▼

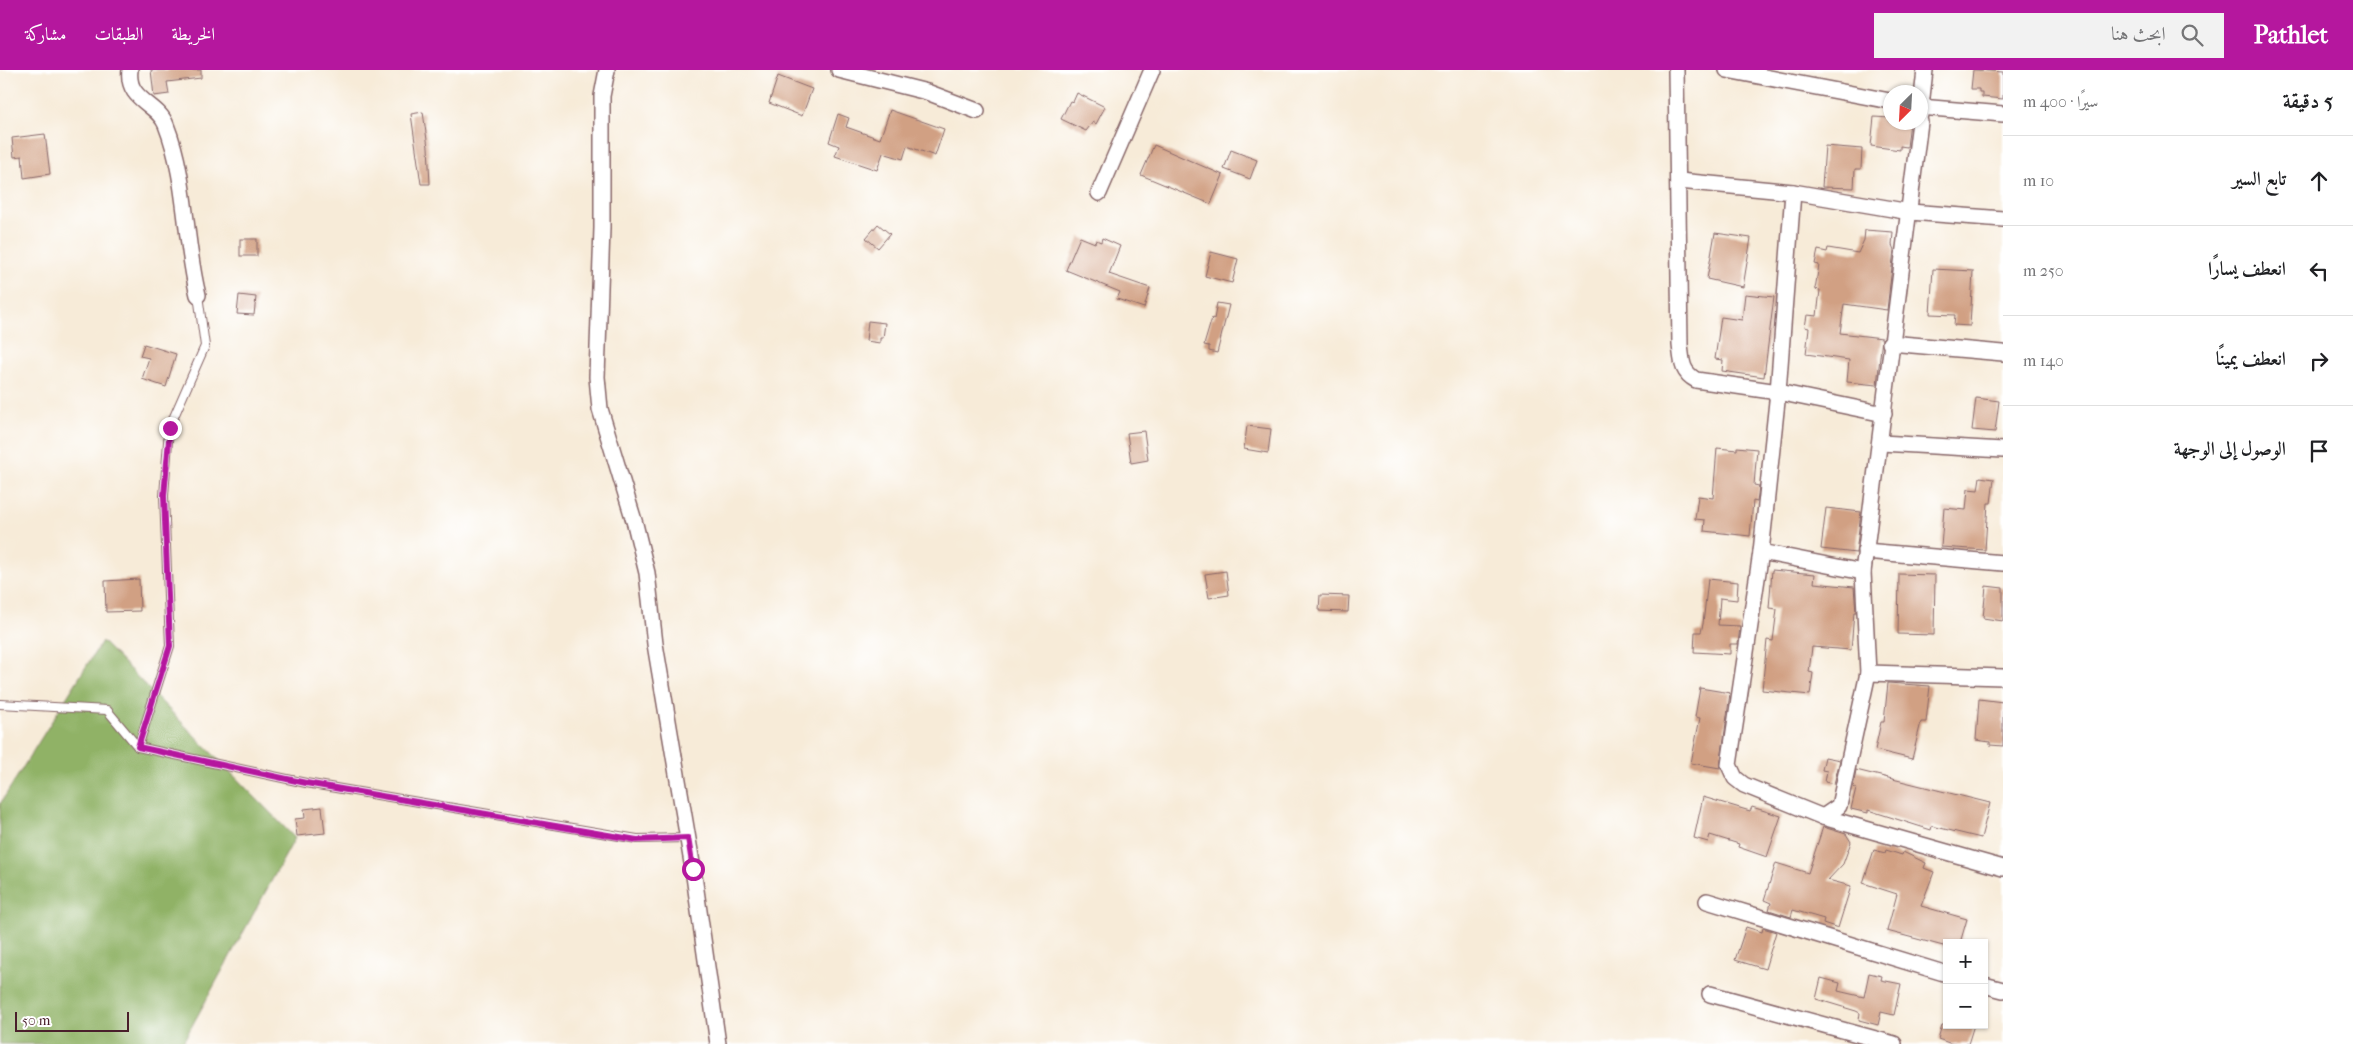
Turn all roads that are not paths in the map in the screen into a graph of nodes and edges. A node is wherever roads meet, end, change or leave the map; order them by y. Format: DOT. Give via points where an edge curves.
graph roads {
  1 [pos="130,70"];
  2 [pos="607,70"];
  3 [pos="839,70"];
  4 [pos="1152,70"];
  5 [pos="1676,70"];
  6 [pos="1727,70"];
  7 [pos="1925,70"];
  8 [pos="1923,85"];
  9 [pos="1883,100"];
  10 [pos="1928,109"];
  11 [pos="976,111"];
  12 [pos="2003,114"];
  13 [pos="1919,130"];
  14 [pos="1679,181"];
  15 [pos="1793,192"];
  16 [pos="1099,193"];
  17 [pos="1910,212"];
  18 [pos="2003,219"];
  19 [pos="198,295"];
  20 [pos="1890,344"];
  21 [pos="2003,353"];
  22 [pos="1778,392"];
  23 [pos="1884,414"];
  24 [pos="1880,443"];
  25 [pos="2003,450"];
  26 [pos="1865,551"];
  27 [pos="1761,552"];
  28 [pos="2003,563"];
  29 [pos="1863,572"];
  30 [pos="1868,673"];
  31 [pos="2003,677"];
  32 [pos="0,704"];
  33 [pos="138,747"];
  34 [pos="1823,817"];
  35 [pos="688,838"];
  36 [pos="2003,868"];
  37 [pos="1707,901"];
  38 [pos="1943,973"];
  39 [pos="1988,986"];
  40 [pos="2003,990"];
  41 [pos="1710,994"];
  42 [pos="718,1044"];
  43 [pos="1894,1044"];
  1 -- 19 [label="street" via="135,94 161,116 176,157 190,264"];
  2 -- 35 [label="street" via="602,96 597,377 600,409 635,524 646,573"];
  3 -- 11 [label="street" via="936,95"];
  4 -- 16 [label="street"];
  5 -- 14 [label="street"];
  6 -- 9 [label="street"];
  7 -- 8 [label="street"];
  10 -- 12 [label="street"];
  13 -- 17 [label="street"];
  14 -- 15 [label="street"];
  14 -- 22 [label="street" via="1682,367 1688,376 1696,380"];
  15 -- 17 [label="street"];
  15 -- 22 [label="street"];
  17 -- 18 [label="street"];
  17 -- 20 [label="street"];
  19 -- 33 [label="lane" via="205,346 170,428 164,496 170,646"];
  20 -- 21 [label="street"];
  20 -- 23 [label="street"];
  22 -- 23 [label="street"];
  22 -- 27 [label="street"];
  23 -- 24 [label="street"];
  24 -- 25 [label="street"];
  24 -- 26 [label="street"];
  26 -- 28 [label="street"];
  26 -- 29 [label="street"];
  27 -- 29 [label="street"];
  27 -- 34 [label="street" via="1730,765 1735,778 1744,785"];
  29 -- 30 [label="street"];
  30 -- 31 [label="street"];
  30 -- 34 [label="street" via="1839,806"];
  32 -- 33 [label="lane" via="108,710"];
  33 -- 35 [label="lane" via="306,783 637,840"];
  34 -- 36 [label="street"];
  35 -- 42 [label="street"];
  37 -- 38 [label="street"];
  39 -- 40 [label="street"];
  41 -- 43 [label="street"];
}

▲

* [Exercise instructions]: Down to the last line, set down the data above exactly, and omit all images.

* [Written reply]:
Turn all roads that are not paths in the map in the screen into a graph of nodes and edges. A node is wherever roads meet, end, change or leave the map; order them by y. Format: DOT. Give via points where an edge curves.
graph roads {
  1 [pos="130,70"];
  2 [pos="607,70"];
  3 [pos="839,70"];
  4 [pos="1152,70"];
  5 [pos="1676,70"];
  6 [pos="1727,70"];
  7 [pos="1925,70"];
  8 [pos="1923,85"];
  9 [pos="1883,100"];
  10 [pos="1928,109"];
  11 [pos="976,111"];
  12 [pos="2003,114"];
  13 [pos="1919,130"];
  14 [pos="1679,181"];
  15 [pos="1793,192"];
  16 [pos="1099,193"];
  17 [pos="1910,212"];
  18 [pos="2003,219"];
  19 [pos="198,295"];
  20 [pos="1890,344"];
  21 [pos="2003,353"];
  22 [pos="1778,392"];
  23 [pos="1884,414"];
  24 [pos="1880,443"];
  25 [pos="2003,450"];
  26 [pos="1865,551"];
  27 [pos="1761,552"];
  28 [pos="2003,563"];
  29 [pos="1863,572"];
  30 [pos="1868,673"];
  31 [pos="2003,677"];
  32 [pos="0,704"];
  33 [pos="138,747"];
  34 [pos="1823,817"];
  35 [pos="688,838"];
  36 [pos="2003,868"];
  37 [pos="1707,901"];
  38 [pos="1943,973"];
  39 [pos="1988,986"];
  40 [pos="2003,990"];
  41 [pos="1710,994"];
  42 [pos="718,1044"];
  43 [pos="1894,1044"];
  1 -- 19 [label="street" via="135,94 161,116 176,157 190,264"];
  2 -- 35 [label="street" via="602,96 597,377 600,409 635,524 646,573"];
  3 -- 11 [label="street" via="936,95"];
  4 -- 16 [label="street"];
  5 -- 14 [label="street"];
  6 -- 9 [label="street"];
  7 -- 8 [label="street"];
  10 -- 12 [label="street"];
  13 -- 17 [label="street"];
  14 -- 15 [label="street"];
  14 -- 22 [label="street" via="1682,367 1688,376 1696,380"];
  15 -- 17 [label="street"];
  15 -- 22 [label="street"];
  17 -- 18 [label="street"];
  17 -- 20 [label="street"];
  19 -- 33 [label="lane" via="205,346 170,428 164,496 170,646"];
  20 -- 21 [label="street"];
  20 -- 23 [label="street"];
  22 -- 23 [label="street"];
  22 -- 27 [label="street"];
  23 -- 24 [label="street"];
  24 -- 25 [label="street"];
  24 -- 26 [label="street"];
  26 -- 28 [label="street"];
  26 -- 29 [label="street"];
  27 -- 29 [label="street"];
  27 -- 34 [label="street" via="1730,765 1735,778 1744,785"];
  29 -- 30 [label="street"];
  30 -- 31 [label="street"];
  30 -- 34 [label="street" via="1839,806"];
  32 -- 33 [label="lane" via="108,710"];
  33 -- 35 [label="lane" via="306,783 637,840"];
  34 -- 36 [label="street"];
  35 -- 42 [label="street"];
  37 -- 38 [label="street"];
  39 -- 40 [label="street"];
  41 -- 43 [label="street"];
}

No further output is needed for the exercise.